Blanca Rodríguez G-Guillamón.
Dínora caminaba enfurruñada, con las manos a los costados agarrando las cuerdas de la mochila que cargaba a su espalda. A su lado le guiaba Luis, haciendo aspavientos para describirle el siguiente destino. Sus ojos, tan expresivos, denotaban el entusiasmo que tenía por el viaje. Tras ellos, diez jóvenes comentaban las últimas noticias que habían recibido desde sus casas.
–Ya verás cuando lleguemos... Martina me dijo que nos están preparando una fiesta tribal –repitió por tercera vez Luis, tratando de animar a su compañera–. ¿No te gustó el recibimiento del último poblado?
–No estuvo mal –farfulló, encogiéndose de hombros.
–Es cierto que era una aldea solitaria, pero es su forma de vida.
Dínora asintió, pero se mantuvo en silencio, atenta al camino pedregoso que atravesaban. Luis le estaba empezando a cansar. Trataba de cambiar su mal humor desde que salieron del pueblo, sin percatarse del auténtico motivo de sus morros. Le dio un puntapié a una piedra, ignorando las palabras del chico.

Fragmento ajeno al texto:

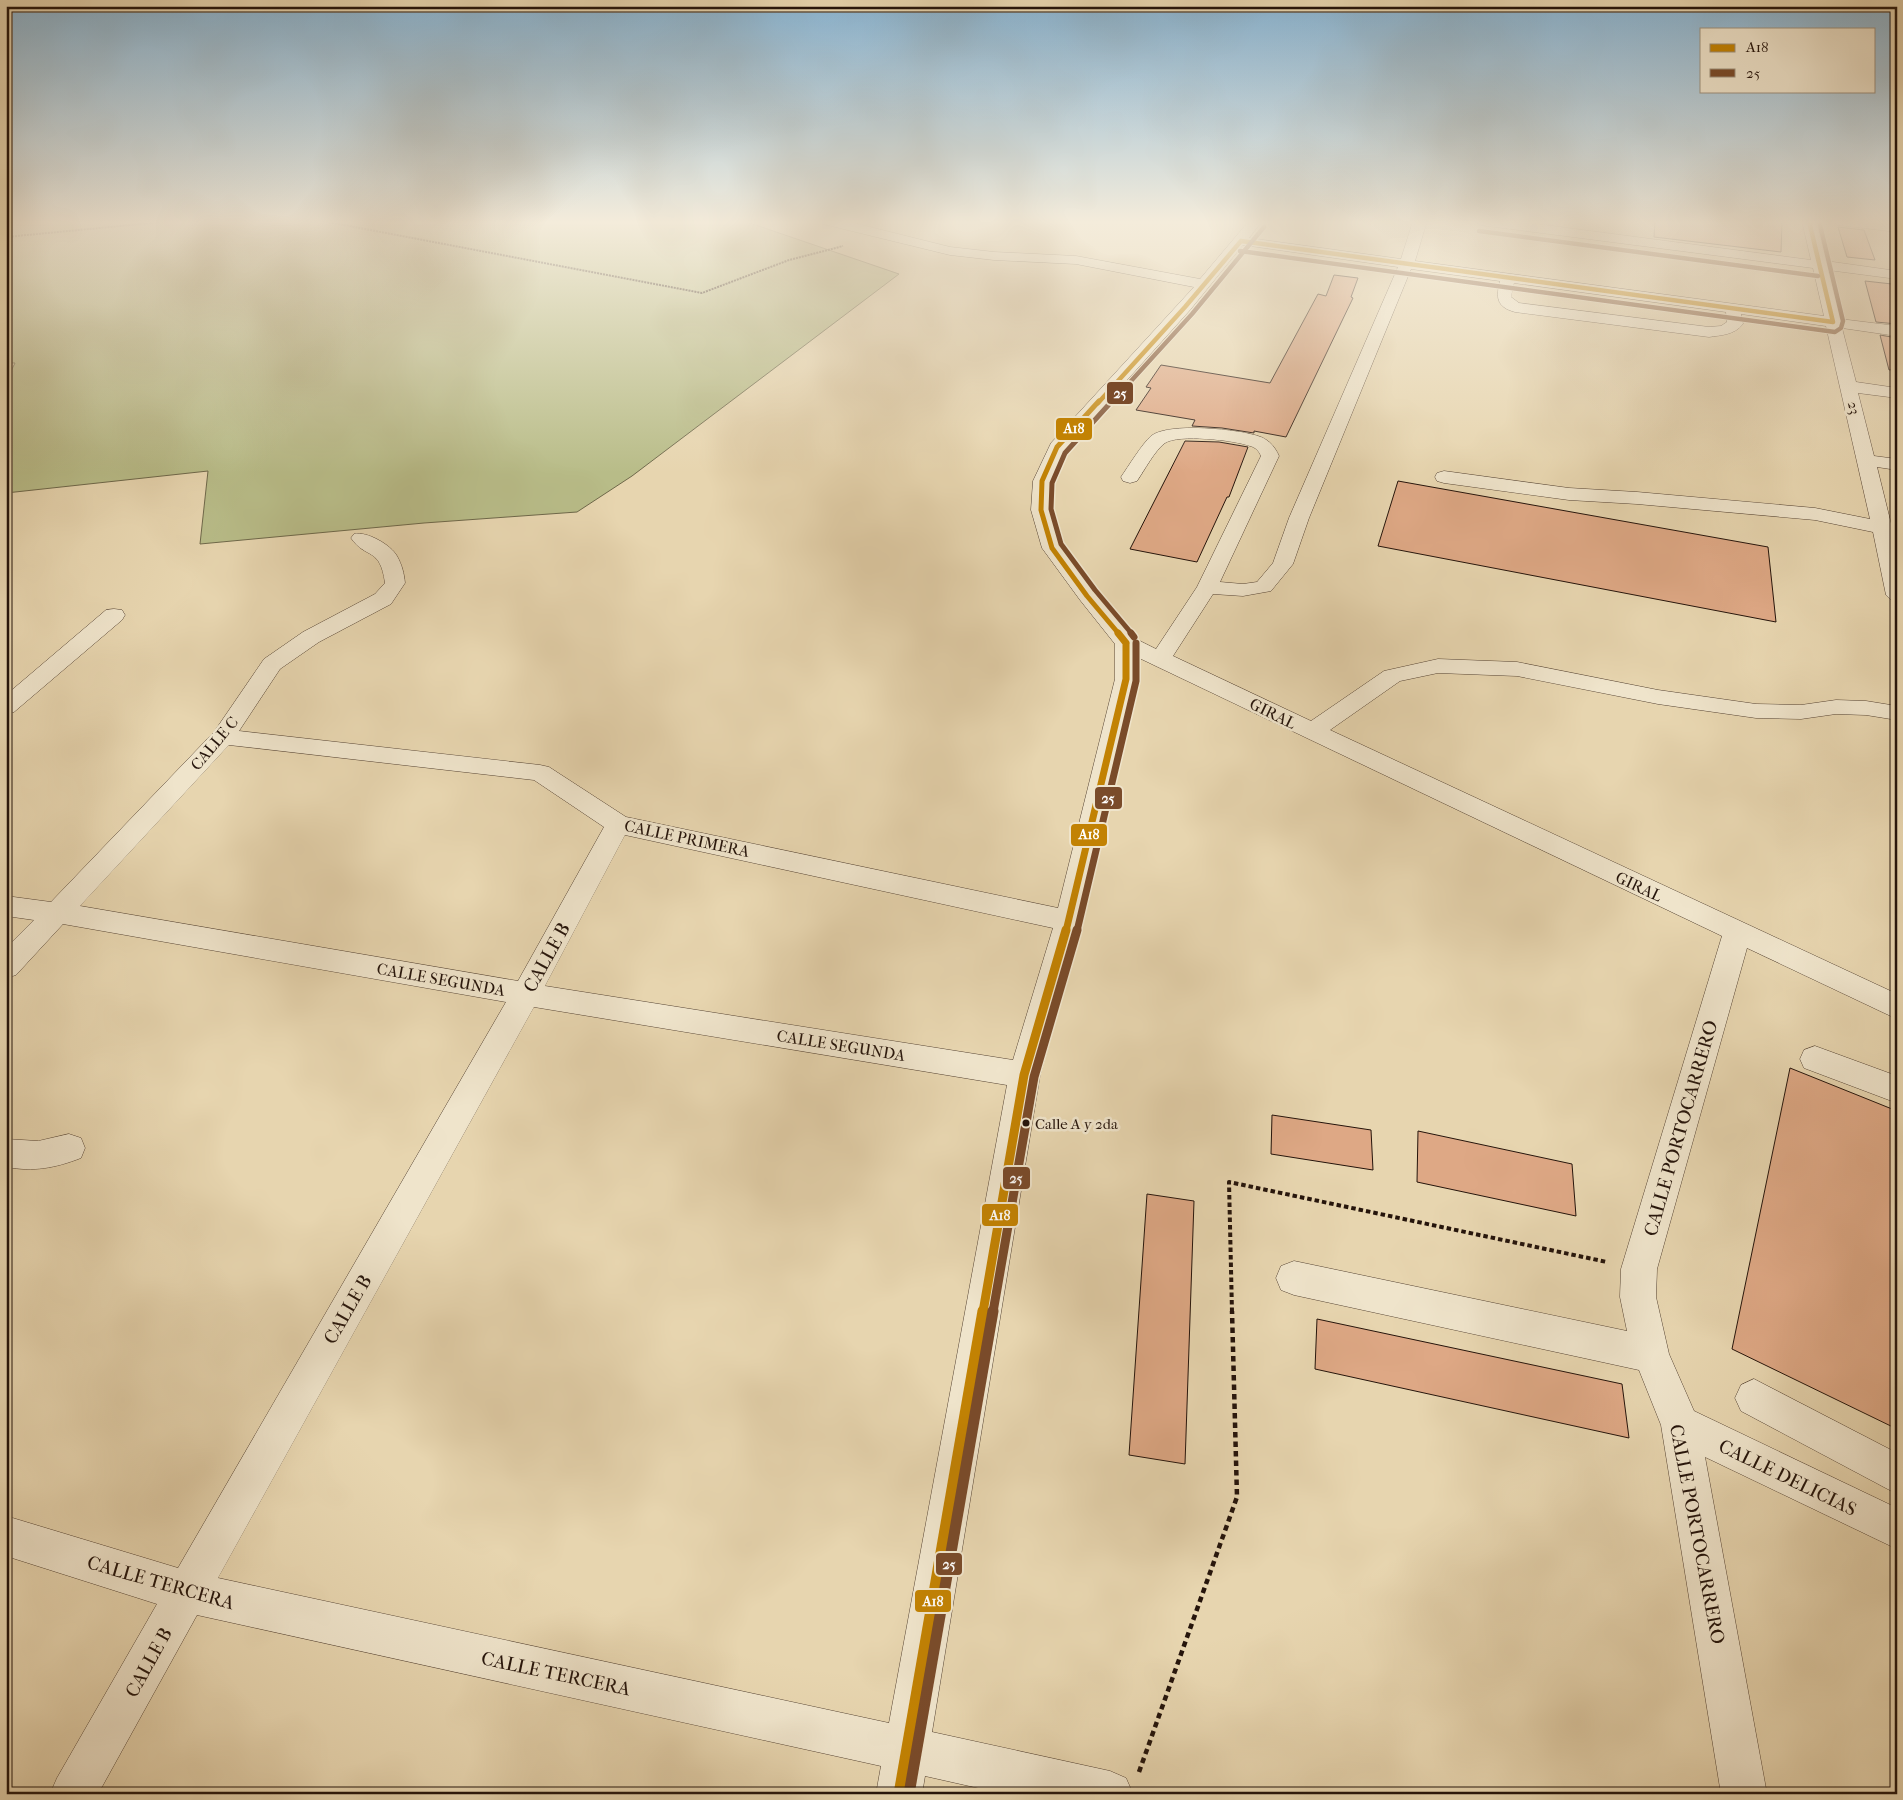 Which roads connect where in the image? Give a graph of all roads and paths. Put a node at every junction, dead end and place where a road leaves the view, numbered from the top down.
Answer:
1 (1185, 305) edge
2 (1389, 305) edge
3 (1513, 305) edge
4 (1712, 305) edge
5 (1829, 305) edge
6 (1733, 308) junction
7 (1833, 322) junction
8 (1897, 331) edge
9 (1848, 386) junction
10 (1897, 393) edge
11 (1866, 460) junction
12 (1897, 465) edge
13 (1130, 477) dead end
14 (1444, 477) dead end
15 (1882, 528) junction
16 (361, 538) dead end
17 (1892, 550) edge
18 (1207, 587) junction
19 (1897, 595) edge
20 (114, 615) dead end
21 (1126, 643) junction
22 (1160, 659) junction
23 (6, 707) edge
24 (1897, 713) edge
25 (1311, 732) junction
26 (223, 737) junction
27 (618, 824) junction
28 (6, 906) edge
29 (59, 913) junction
30 (1070, 921) junction
31 (1737, 932) junction
32 (6, 967) edge
33 (526, 994) junction
34 (1897, 1007) edge
35 (1815, 1059) dead end
36 (1024, 1075) junction
37 (1897, 1090) edge
38 (69, 1148) dead end
39 (6, 1153) edge
40 (1639, 1269) junction
41 (1294, 1278) dead end
42 (1651, 1354) junction
43 (1754, 1398) dead end
44 (1680, 1425) junction
45 (1897, 1474) edge
46 (1897, 1530) edge
47 (6, 1536) edge
48 (187, 1592) junction
49 (906, 1749) junction
50 (1124, 1784) edge
51 (73, 1794) edge
52 (899, 1794) edge
53 (1744, 1794) edge

1 - 21 street, GIRAL
2 - 18 street
3 - 6 street
4 - 6 street
5 - 7 street, 23
6 - 7 street
7 - 8 street
7 - 9 street, 23
9 - 10 street
9 - 11 street, 23
11 - 12 street
11 - 15 street, 23
13 - 18 street
14 - 15 street
15 - 17 street, 23
16 - 26 street, CALLE C
17 - 19 street, 23
18 - 22 street
20 - 23 street
21 - 22 street, GIRAL
21 - 30 street
22 - 25 street, GIRAL
24 - 25 street
25 - 31 street, GIRAL
26 - 27 street, CALLE PRIMERA
26 - 29 street, CALLE C
27 - 30 street, CALLE PRIMERA
27 - 33 street, CALLE B
28 - 29 street, CALLE SEGUNDA
29 - 32 street, CALLE C
29 - 33 street, CALLE SEGUNDA
30 - 36 street
31 - 34 street, GIRAL
31 - 40 street, CALLE PORTOCARRERO
33 - 36 street, CALLE SEGUNDA
33 - 48 street, CALLE B
35 - 37 street
36 - 49 street
38 - 39 street
40 - 42 street, CALLE PORTOCARRERO
40 - 50 path
41 - 42 street
42 - 44 street, CALLE PORTOCARRERO
43 - 45 street
44 - 46 street, CALLE DELICIAS
44 - 53 street, CALLE PORTOCARRERO
47 - 48 street, CALLE TERCERA
48 - 49 street, CALLE TERCERA
48 - 51 street, CALLE B
49 - 50 street, CALLE TERCERA
49 - 52 street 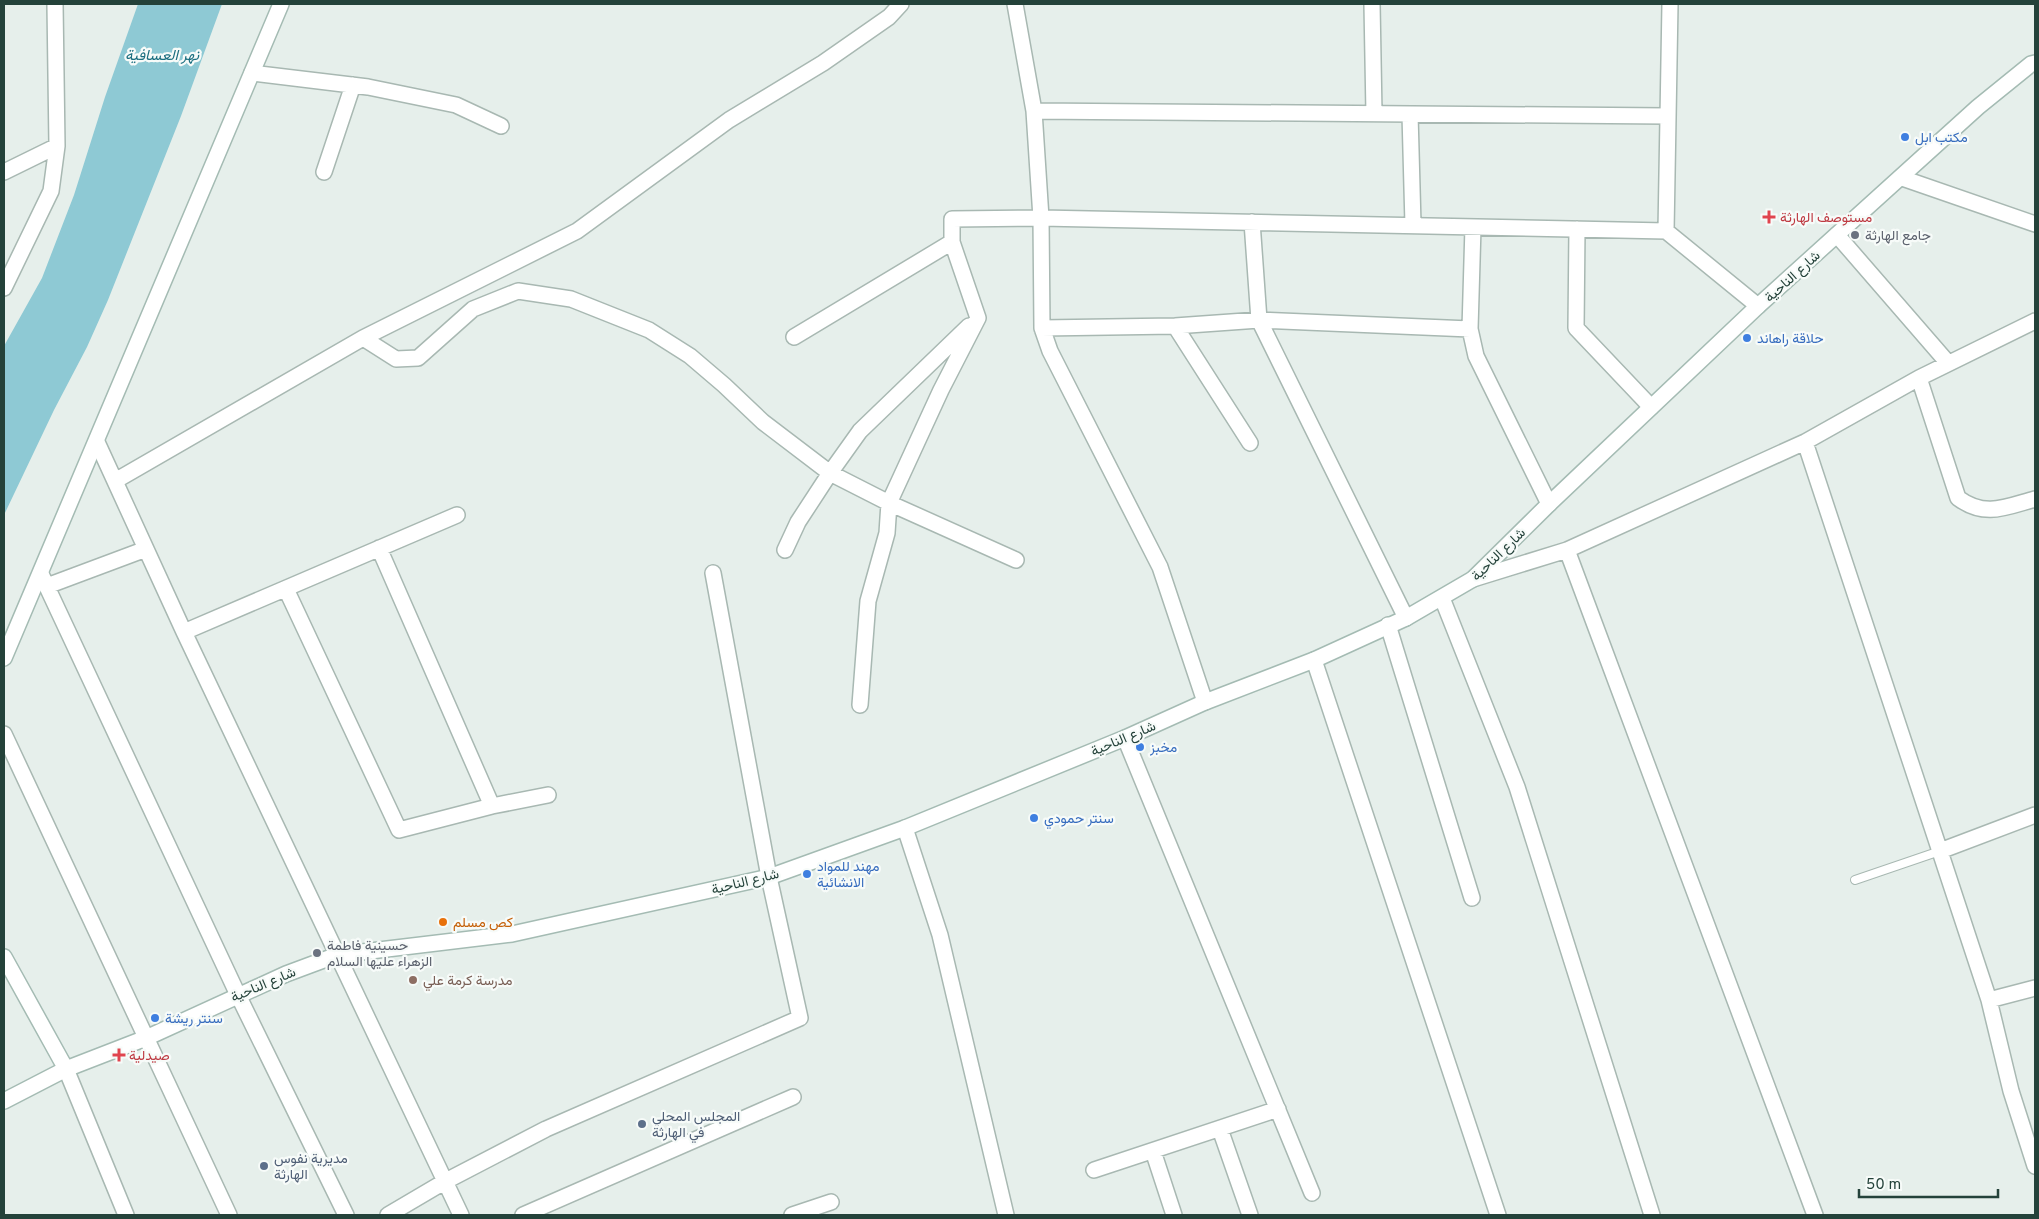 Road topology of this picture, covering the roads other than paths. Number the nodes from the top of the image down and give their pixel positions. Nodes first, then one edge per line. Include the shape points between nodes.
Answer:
1 (55, 4) edge
2 (281, 4) edge
3 (901, 4) edge
4 (1015, 4) edge
5 (1372, 4) edge
6 (1670, 4) edge
7 (2034, 60) edge
8 (252, 72) junction
9 (353, 85) junction
10 (1034, 111) junction
11 (1374, 114) junction
12 (1410, 114) junction
13 (1667, 116) junction
14 (501, 126) dead end
15 (57, 146) junction
16 (4, 172) edge
17 (324, 172) dead end
18 (1902, 178) junction
19 (1040, 218) junction
20 (1252, 222) junction
21 (2035, 224) edge
22 (1413, 226) junction
23 (1473, 227) junction
24 (1577, 229) junction
25 (1666, 231) junction
26 (1837, 235) junction
27 (952, 242) junction
28 (4, 288) edge
29 (1758, 306) junction
30 (978, 318) junction
31 (1259, 320) junction
32 (2035, 321) edge
33 (1175, 326) junction
34 (1042, 328) junction
35 (1470, 329) junction
36 (794, 337) dead end
37 (363, 338) junction
38 (1948, 363) junction
39 (1919, 378) junction
40 (1651, 407) junction
41 (97, 442) junction
42 (1805, 442) junction
43 (1250, 443) dead end
44 (830, 473) junction
45 (115, 481) junction
46 (2035, 499) edge
47 (889, 503) junction
48 (1549, 504) junction
49 (457, 515) dead end
50 (379, 548) junction
51 (146, 549) junction
52 (785, 550) dead end
53 (1566, 550) junction
54 (1016, 560) dead end
55 (713, 573) dead end
56 (1473, 579) junction
57 (44, 580) junction
58 (286, 589) junction
59 (1442, 598) junction
60 (1406, 618) junction
61 (1388, 625) junction
62 (184, 632) junction
63 (4, 658) edge
64 (1314, 660) junction
65 (1204, 702) junction
66 (860, 705) dead end
67 (4, 734) edge
68 (1125, 738) junction
69 (548, 795) dead end
70 (492, 806) junction
71 (2035, 815) edge
72 (905, 828) junction
73 (1940, 851) junction
74 (769, 877) junction
75 (1855, 880) dead end
76 (1472, 898) dead end
77 (338, 955) junction
78 (4, 958) edge
79 (2035, 988) edge
80 (238, 995) junction
81 (1989, 1000) junction
82 (146, 1038) junction
83 (66, 1069) junction
84 (793, 1097) dead end
85 (4, 1101) edge
86 (1278, 1109) junction
87 (1220, 1128) junction
88 (1153, 1151) junction
89 (2035, 1166) edge
90 (1094, 1170) dead end
91 (444, 1182) junction
92 (1312, 1193) dead end
93 (831, 1202) dead end
94 (126, 1215) edge
95 (229, 1215) edge
96 (346, 1215) edge
97 (388, 1215) edge
98 (461, 1215) edge
99 (523, 1215) edge
100 (792, 1215) edge
101 (1006, 1215) edge
102 (1174, 1215) edge
103 (1250, 1215) edge
104 (1498, 1215) edge
105 (1652, 1215) edge
106 (1815, 1215) edge

1 - 15 street
2 - 8 street
3 - 37 street via 889,17 823,63 729,120 577,231
4 - 10 street
5 - 11 street
6 - 13 street
7 - 18 street, شارع الناحية
8 - 9 street
8 - 41 street
9 - 14 street via 456,105
9 - 17 street
10 - 11 street
10 - 19 street
11 - 12 street
12 - 13 street
12 - 22 street
13 - 25 street
15 - 16 street
15 - 28 street via 51,192
18 - 21 street
18 - 26 street, شارع الناحية
19 - 20 street
19 - 27 street via 952,219
19 - 34 street
20 - 22 street
20 - 31 street
22 - 23 street
23 - 24 street
23 - 35 street
24 - 25 street
24 - 40 street via 1576,328
25 - 29 street
26 - 29 street, شارع الناحية
26 - 38 street
27 - 30 street
27 - 36 street
29 - 40 street, شارع الناحية
30 - 44 street via 860,431
30 - 47 street
31 - 33 street
31 - 35 street
31 - 60 street
32 - 38 street
33 - 34 street
33 - 43 street
34 - 65 street via 1050,351 1160,567
35 - 48 street via 1476,356
37 - 44 street via 396,358 418,358 473,309 518,291 571,299 649,330 690,356 763,422
37 - 45 street
38 - 39 street
39 - 42 street
39 - 46 street via 1958,498 1970,507 1990,510
40 - 48 street, شارع الناحية
41 - 45 street
41 - 57 street
42 - 53 street
42 - 73 street
44 - 47 street
44 - 52 street via 798,522
45 - 51 street
47 - 54 street
47 - 66 street via 887,532 868,601
48 - 56 street, شارع الناحية
49 - 50 street
50 - 58 street
50 - 70 street
51 - 57 street
51 - 62 street
53 - 56 street
53 - 106 street
55 - 74 street
56 - 59 street, شارع الناحية
57 - 63 street
57 - 80 street
58 - 62 street
58 - 70 street via 399,830
59 - 60 street, شارع الناحية
59 - 105 street via 1517,787
60 - 61 street, شارع الناحية
61 - 64 street, شارع الناحية
61 - 76 street
62 - 77 street
64 - 65 street, شارع الناحية
64 - 104 street
65 - 68 street, شارع الناحية
67 - 82 street
68 - 72 street, شارع الناحية
68 - 86 street
69 - 70 street
71 - 73 street
72 - 74 street, شارع الناحية
72 - 101 street via 940,935
73 - 75 lane
73 - 81 street
74 - 77 street, شارع الناحية via 512,934
74 - 91 street via 800,1018 546,1129
77 - 80 street, شارع الناحية
77 - 91 street
78 - 83 street
79 - 81 street
80 - 82 street, شارع الناحية
80 - 96 street
81 - 89 street via 2011,1091
82 - 83 street, شارع الناحية
82 - 95 street
83 - 85 street, شارع الناحية
83 - 94 street
84 - 99 street
86 - 87 street
86 - 92 street
87 - 88 street
87 - 103 street
88 - 90 street
88 - 102 street
91 - 97 street
91 - 98 street
93 - 100 street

Estaba harta de dormir sobre el suelo, de comer enlatados, de esconderse tras un árbol para hacer sus necesidades, de caminar hasta seis horas sin detenerse y del hedor que desprendía su ropa después de tantos días bajo el sol. Ella no había querido hacer aquel viaje por África. Su idea del verano era muy distinta y, sin embargo, allí estaba, soportando miles de incomodidades.
Echó un vistazo sobre su hombro, sin entender por qué todos sus amigos parecían tan felices.
–...frutas, especias –continuaba Luis –, arroz, verduras...
Dínora puso los ojos en blanco y decidió cambiarle de tema.
–¿Cómo le ha ido el curso a tu hermana mayor?
Luis no escondió su sorpresa ante aquella interrupción.
–No he terminado de contarte lo que nos espera.
–Por eso te he preguntado otra cosa.
La chica se mordió la lengua, consciente de su brusquedad.
–Lo siento –se disculpó–. No pretendía hablarte así. Solo quería saber qué tal estaba Raquel.
–Raquel... –repitió él, con repentina seriedad.
Dínora suspiró. ¿Qué otras desavenencias le guardaba aquella excursión? No obstante, Luis levantó la cara con una sonrisa aún más amplia y, como si nunca hubiese ocurrido nada entre ellos dos, comenzó a narrarle la vida de su hermana de veintiún años.
Cuando el sol comenzó a ponerse y el cielo se tiñó de naranja, divisaron los tejados de la aldea. Cintia dio el aviso y el ánimo decaído del grupo volvió a levantarse. Luis le dio unos golpecitos a Dínora, pero no le dijo nada.
Del pueblo emergieron miles de voces y los niños corrieron hasta ellos para tocarlos. Dínora le tendió la mano a unos cuantos, aunque Luis se convirtió pronto en el centro de atención. Su alegría era contagiosa y los pequeños deseaban empaparse de ella.
–Acaríciales la cabeza y háblales con ternura, aunque no te entiendan –le aconsejó.
Dínora trató de imitarle y, para su sorpresa, descubrió que no era tan difícil como pensaba.
Les guiaron hasta el centro del poblado, donde los esperaban los ancianos y el grupo que había llegado la noche anterior. Martina los recibió con los brazos abiertos y les presentó al jefe de la tribu. Hicieron sonar unas maracas y, antes de que se diesen cuenta, las nativas comenzaron a bailar alrededor de una hoguera en la que habían dispuesto cuencos con los manjares de la cena.
Dínora se sentó en el suelo, junto con algunos de sus compañeros, observando la danza y escuchando sus voces fuertes. Con curiosidad, hundió la mano en uno de los cuencos y masticó lentamente, saboreándolo, para luego repetir. La temperatura era agradable, lejos del pegajoso calor de la tarde, y el cielo parecía un foco de luz con todas sus estrellas.
Dos niños la empujaron para que se pusiera en pie, le cogieron cada uno de una mano y la introdujeron en el baile. Dínora se movió con torpeza y timidez, tratando de seguir los pasos de sus diminutos acompañantes. En el otro lado del círculo distinguió a Cintia y a Javier, y más allá a Luis, desternillándose de la risa. Aquella escena le produjo un leve temblor y, con una carcajada, comenzó a disfrutar de las nuevas sensaciones. Entendió porqué el rojo, el naranja o el marrón son los colores de África y porqué sus sonrisas brillan en la más completa oscuridad. Comprendió porqué estaba allí y no en la playa.
Luis le guiñó un ojo y, entre empujones, se acercó hasta ella para tenderle la mano.
–Bienvenida –le susurró, una vez la hubo aceptado.